All of the records must be given again exactly.

═══ RECORDED DATA

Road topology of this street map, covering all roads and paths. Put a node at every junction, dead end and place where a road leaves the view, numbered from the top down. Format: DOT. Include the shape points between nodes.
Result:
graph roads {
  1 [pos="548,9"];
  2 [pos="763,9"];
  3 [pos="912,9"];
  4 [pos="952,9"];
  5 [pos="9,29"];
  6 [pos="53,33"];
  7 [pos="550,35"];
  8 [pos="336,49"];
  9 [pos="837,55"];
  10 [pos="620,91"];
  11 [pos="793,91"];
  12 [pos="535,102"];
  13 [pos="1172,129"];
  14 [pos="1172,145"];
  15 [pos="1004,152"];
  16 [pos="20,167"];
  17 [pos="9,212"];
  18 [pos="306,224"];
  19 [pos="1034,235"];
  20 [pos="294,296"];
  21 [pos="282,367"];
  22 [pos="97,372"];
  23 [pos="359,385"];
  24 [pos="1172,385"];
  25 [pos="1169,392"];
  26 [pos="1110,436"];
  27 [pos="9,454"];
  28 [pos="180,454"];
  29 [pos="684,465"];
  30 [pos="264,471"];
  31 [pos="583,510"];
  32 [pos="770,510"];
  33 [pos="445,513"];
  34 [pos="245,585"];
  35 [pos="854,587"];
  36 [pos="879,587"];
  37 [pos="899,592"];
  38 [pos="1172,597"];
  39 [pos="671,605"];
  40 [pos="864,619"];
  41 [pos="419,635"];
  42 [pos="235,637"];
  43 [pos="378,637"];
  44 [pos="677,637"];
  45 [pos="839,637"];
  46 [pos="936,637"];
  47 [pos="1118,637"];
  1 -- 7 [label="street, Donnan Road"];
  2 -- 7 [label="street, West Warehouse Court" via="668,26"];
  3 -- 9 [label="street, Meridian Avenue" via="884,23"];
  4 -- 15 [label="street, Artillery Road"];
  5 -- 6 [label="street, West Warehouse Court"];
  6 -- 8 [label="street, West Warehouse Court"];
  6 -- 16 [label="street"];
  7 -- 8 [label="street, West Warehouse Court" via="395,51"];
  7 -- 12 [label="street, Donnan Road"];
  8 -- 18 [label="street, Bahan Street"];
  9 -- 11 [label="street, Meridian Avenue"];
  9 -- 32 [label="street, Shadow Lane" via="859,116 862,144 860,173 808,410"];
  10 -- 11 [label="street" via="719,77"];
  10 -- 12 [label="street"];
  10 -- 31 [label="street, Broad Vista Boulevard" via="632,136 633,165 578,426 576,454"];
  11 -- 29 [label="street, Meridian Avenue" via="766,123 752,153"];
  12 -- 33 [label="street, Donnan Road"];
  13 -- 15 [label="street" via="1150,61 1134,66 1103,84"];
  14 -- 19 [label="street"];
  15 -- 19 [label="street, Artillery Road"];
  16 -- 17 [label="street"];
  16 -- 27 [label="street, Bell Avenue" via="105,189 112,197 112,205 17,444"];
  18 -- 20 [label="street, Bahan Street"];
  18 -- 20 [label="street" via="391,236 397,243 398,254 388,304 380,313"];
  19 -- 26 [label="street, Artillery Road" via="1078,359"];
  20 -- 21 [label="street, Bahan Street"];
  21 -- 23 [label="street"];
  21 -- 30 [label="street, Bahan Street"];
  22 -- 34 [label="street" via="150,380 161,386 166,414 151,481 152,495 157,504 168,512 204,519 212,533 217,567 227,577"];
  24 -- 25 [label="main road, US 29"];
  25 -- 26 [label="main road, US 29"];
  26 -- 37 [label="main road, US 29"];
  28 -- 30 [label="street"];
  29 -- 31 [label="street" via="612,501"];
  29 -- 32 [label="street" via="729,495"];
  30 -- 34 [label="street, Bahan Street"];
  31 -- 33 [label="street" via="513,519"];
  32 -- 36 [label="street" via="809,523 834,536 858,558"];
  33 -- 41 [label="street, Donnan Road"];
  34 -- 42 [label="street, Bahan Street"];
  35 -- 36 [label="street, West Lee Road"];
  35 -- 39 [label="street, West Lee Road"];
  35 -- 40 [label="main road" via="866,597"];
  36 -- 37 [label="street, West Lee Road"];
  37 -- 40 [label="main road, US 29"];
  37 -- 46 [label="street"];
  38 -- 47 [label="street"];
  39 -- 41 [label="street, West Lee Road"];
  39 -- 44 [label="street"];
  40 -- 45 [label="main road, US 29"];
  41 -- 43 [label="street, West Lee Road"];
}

══════

## REPLY
Road topology of this street map, covering all roads and paths. Put a node at every junction, dead end and place where a road leaves the view, numbered from the top down. Format: DOT. Include the shape points between nodes.
Result:
graph roads {
  1 [pos="548,9"];
  2 [pos="763,9"];
  3 [pos="912,9"];
  4 [pos="952,9"];
  5 [pos="9,29"];
  6 [pos="53,33"];
  7 [pos="550,35"];
  8 [pos="336,49"];
  9 [pos="837,55"];
  10 [pos="620,91"];
  11 [pos="793,91"];
  12 [pos="535,102"];
  13 [pos="1172,129"];
  14 [pos="1172,145"];
  15 [pos="1004,152"];
  16 [pos="20,167"];
  17 [pos="9,212"];
  18 [pos="306,224"];
  19 [pos="1034,235"];
  20 [pos="294,296"];
  21 [pos="282,367"];
  22 [pos="97,372"];
  23 [pos="359,385"];
  24 [pos="1172,385"];
  25 [pos="1169,392"];
  26 [pos="1110,436"];
  27 [pos="9,454"];
  28 [pos="180,454"];
  29 [pos="684,465"];
  30 [pos="264,471"];
  31 [pos="583,510"];
  32 [pos="770,510"];
  33 [pos="445,513"];
  34 [pos="245,585"];
  35 [pos="854,587"];
  36 [pos="879,587"];
  37 [pos="899,592"];
  38 [pos="1172,597"];
  39 [pos="671,605"];
  40 [pos="864,619"];
  41 [pos="419,635"];
  42 [pos="235,637"];
  43 [pos="378,637"];
  44 [pos="677,637"];
  45 [pos="839,637"];
  46 [pos="936,637"];
  47 [pos="1118,637"];
  1 -- 7 [label="street, Donnan Road"];
  2 -- 7 [label="street, West Warehouse Court" via="668,26"];
  3 -- 9 [label="street, Meridian Avenue" via="884,23"];
  4 -- 15 [label="street, Artillery Road"];
  5 -- 6 [label="street, West Warehouse Court"];
  6 -- 8 [label="street, West Warehouse Court"];
  6 -- 16 [label="street"];
  7 -- 8 [label="street, West Warehouse Court" via="395,51"];
  7 -- 12 [label="street, Donnan Road"];
  8 -- 18 [label="street, Bahan Street"];
  9 -- 11 [label="street, Meridian Avenue"];
  9 -- 32 [label="street, Shadow Lane" via="859,116 862,144 860,173 808,410"];
  10 -- 11 [label="street" via="719,77"];
  10 -- 12 [label="street"];
  10 -- 31 [label="street, Broad Vista Boulevard" via="632,136 633,165 578,426 576,454"];
  11 -- 29 [label="street, Meridian Avenue" via="766,123 752,153"];
  12 -- 33 [label="street, Donnan Road"];
  13 -- 15 [label="street" via="1150,61 1134,66 1103,84"];
  14 -- 19 [label="street"];
  15 -- 19 [label="street, Artillery Road"];
  16 -- 17 [label="street"];
  16 -- 27 [label="street, Bell Avenue" via="105,189 112,197 112,205 17,444"];
  18 -- 20 [label="street, Bahan Street"];
  18 -- 20 [label="street" via="391,236 397,243 398,254 388,304 380,313"];
  19 -- 26 [label="street, Artillery Road" via="1078,359"];
  20 -- 21 [label="street, Bahan Street"];
  21 -- 23 [label="street"];
  21 -- 30 [label="street, Bahan Street"];
  22 -- 34 [label="street" via="150,380 161,386 166,414 151,481 152,495 157,504 168,512 204,519 212,533 217,567 227,577"];
  24 -- 25 [label="main road, US 29"];
  25 -- 26 [label="main road, US 29"];
  26 -- 37 [label="main road, US 29"];
  28 -- 30 [label="street"];
  29 -- 31 [label="street" via="612,501"];
  29 -- 32 [label="street" via="729,495"];
  30 -- 34 [label="street, Bahan Street"];
  31 -- 33 [label="street" via="513,519"];
  32 -- 36 [label="street" via="809,523 834,536 858,558"];
  33 -- 41 [label="street, Donnan Road"];
  34 -- 42 [label="street, Bahan Street"];
  35 -- 36 [label="street, West Lee Road"];
  35 -- 39 [label="street, West Lee Road"];
  35 -- 40 [label="main road" via="866,597"];
  36 -- 37 [label="street, West Lee Road"];
  37 -- 40 [label="main road, US 29"];
  37 -- 46 [label="street"];
  38 -- 47 [label="street"];
  39 -- 41 [label="street, West Lee Road"];
  39 -- 44 [label="street"];
  40 -- 45 [label="main road, US 29"];
  41 -- 43 [label="street, West Lee Road"];
}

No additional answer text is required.